[Your instructions]:
Nothing but the lines from the one containing "middle tip: (1313, 918)" through the one containing "pinky tip: (1383, 960)", both included, should be given again, each exactly as written below.
Exercise materials Start Marker
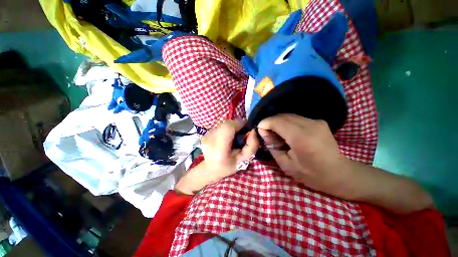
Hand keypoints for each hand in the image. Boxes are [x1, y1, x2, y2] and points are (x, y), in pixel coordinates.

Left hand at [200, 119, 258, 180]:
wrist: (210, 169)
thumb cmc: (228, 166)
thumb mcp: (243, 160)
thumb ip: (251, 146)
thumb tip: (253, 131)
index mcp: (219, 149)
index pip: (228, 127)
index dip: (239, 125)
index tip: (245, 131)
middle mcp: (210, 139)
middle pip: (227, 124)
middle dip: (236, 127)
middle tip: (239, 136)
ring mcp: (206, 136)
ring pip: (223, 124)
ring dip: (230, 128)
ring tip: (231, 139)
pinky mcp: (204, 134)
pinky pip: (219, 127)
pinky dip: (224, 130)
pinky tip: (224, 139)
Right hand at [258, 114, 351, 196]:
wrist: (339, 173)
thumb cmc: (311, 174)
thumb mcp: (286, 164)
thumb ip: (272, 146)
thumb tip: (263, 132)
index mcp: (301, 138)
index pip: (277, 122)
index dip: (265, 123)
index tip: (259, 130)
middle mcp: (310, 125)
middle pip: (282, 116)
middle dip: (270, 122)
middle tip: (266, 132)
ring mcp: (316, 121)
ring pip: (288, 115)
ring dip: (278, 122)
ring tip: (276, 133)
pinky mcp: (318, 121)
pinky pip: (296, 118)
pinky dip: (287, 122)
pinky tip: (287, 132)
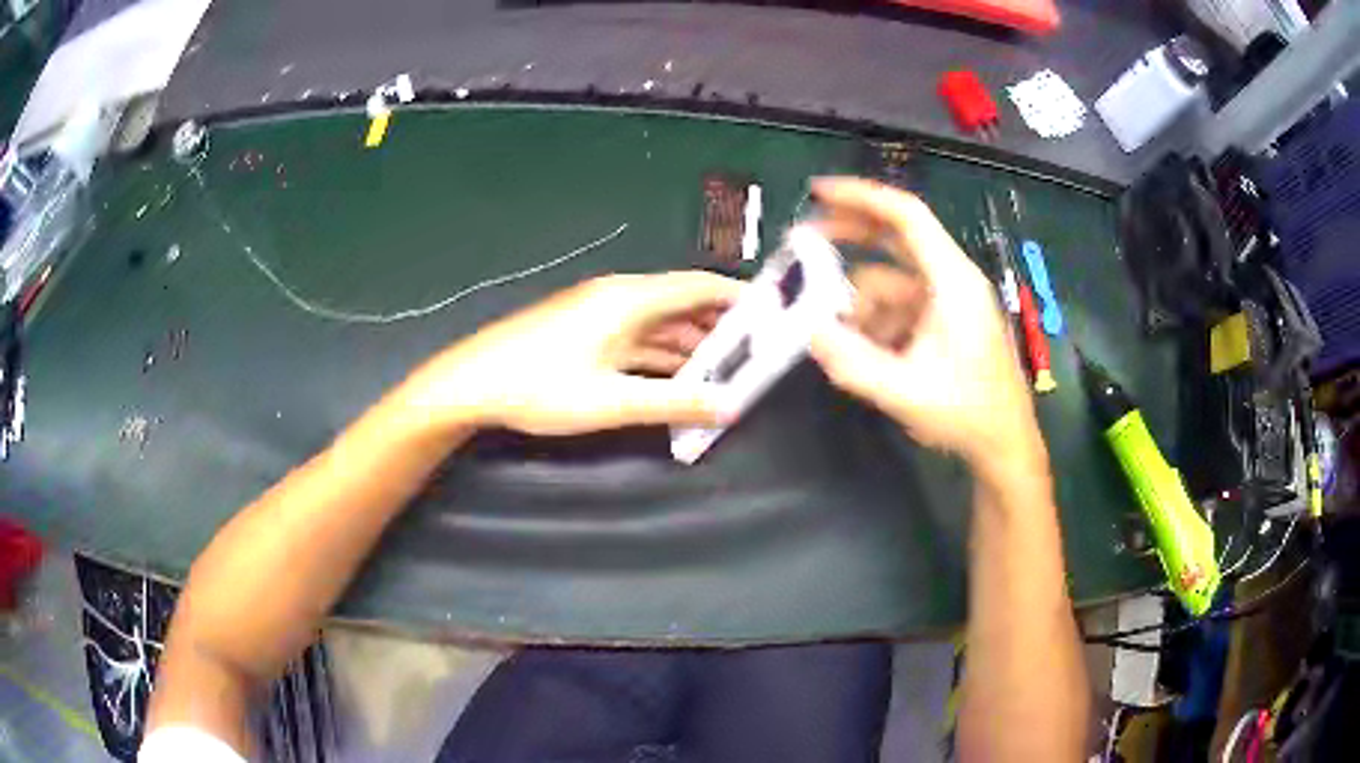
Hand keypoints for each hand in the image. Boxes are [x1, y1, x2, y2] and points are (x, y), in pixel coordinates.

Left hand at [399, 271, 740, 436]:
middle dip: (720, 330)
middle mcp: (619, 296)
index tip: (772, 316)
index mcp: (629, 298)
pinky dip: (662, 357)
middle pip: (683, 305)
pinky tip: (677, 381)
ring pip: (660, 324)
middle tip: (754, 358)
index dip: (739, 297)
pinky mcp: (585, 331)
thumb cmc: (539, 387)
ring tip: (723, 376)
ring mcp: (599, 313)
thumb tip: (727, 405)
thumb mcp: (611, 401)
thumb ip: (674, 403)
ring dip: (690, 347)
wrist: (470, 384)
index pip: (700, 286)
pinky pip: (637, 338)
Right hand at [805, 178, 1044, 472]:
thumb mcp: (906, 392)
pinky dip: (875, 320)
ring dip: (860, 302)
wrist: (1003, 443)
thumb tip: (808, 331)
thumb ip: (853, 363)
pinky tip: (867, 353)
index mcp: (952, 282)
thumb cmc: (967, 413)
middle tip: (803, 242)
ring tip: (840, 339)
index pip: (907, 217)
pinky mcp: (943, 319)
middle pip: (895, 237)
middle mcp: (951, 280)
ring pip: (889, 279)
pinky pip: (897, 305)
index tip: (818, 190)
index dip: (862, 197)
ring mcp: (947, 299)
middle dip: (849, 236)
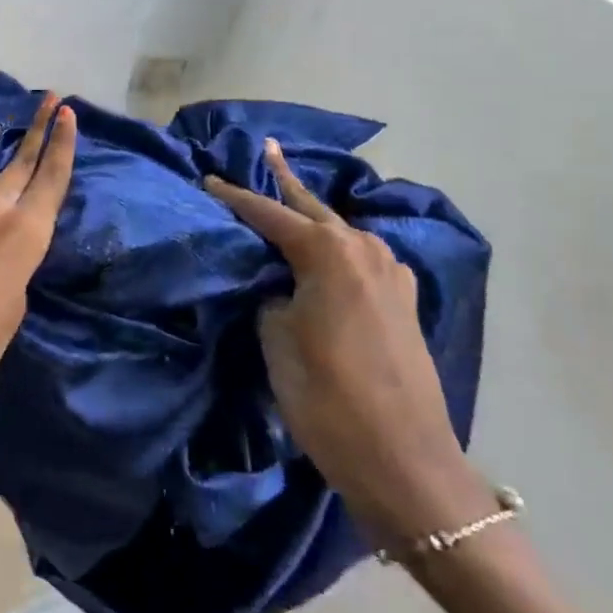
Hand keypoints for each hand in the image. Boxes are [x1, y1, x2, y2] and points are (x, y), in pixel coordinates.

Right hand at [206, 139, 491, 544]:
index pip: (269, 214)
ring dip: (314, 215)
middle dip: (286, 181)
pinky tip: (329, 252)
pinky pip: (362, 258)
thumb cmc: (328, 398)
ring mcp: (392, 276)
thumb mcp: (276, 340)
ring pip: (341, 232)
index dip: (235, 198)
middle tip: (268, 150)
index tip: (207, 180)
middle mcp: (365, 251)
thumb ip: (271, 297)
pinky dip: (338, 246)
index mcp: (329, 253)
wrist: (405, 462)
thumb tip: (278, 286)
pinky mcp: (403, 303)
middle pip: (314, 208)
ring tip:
Exercise materials End Marker
Exercise materials Start Marker
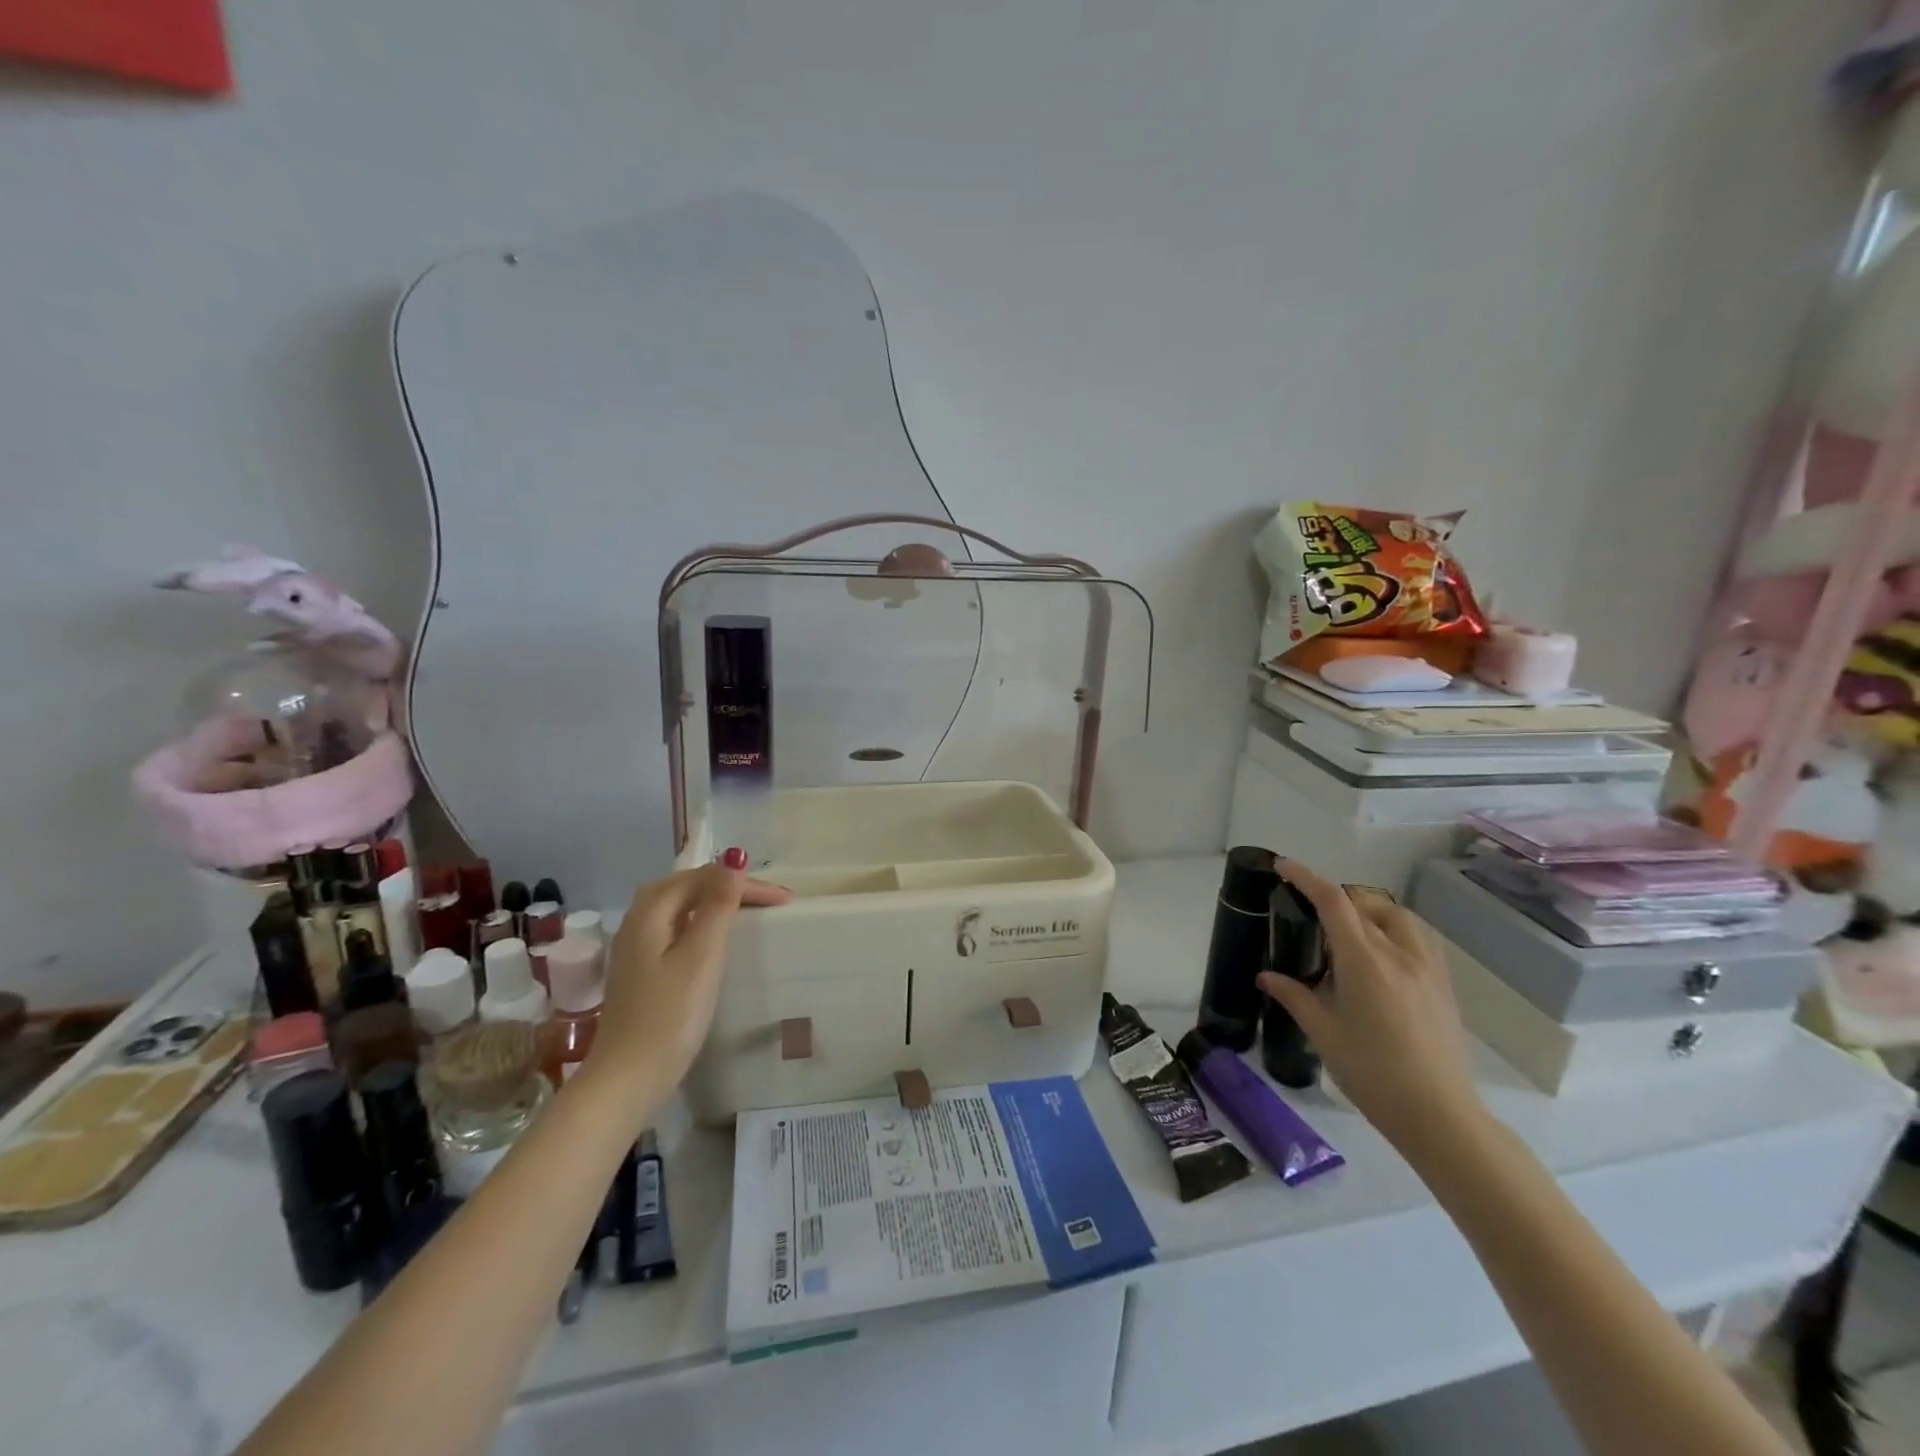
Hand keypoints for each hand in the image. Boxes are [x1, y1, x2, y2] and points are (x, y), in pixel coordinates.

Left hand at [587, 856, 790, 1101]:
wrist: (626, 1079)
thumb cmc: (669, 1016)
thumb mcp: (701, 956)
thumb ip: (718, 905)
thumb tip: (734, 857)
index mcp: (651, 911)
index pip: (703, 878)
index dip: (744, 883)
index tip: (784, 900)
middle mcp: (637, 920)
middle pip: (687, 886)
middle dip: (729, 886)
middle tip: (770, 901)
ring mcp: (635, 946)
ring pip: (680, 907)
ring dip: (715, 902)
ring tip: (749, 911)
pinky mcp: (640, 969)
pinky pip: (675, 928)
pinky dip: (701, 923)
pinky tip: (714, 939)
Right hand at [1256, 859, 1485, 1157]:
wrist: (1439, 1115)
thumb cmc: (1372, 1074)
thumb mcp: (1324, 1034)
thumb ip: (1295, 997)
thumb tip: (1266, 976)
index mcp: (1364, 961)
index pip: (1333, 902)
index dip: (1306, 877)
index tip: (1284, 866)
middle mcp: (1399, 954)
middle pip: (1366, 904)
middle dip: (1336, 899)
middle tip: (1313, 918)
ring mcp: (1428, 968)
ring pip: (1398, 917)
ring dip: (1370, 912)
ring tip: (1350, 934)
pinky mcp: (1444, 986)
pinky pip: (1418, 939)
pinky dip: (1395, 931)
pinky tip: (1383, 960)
Exercise materials End Marker
[Answer to this problem]:
middle tip: (1313, 918)
ring mcp: (1428, 968)
ring pip: (1398, 917)
ring dip: (1370, 912)
ring tip: (1350, 934)
pinky mcp: (1444, 986)
pinky pip: (1418, 939)
pinky dip: (1395, 931)
pinky tip: (1383, 960)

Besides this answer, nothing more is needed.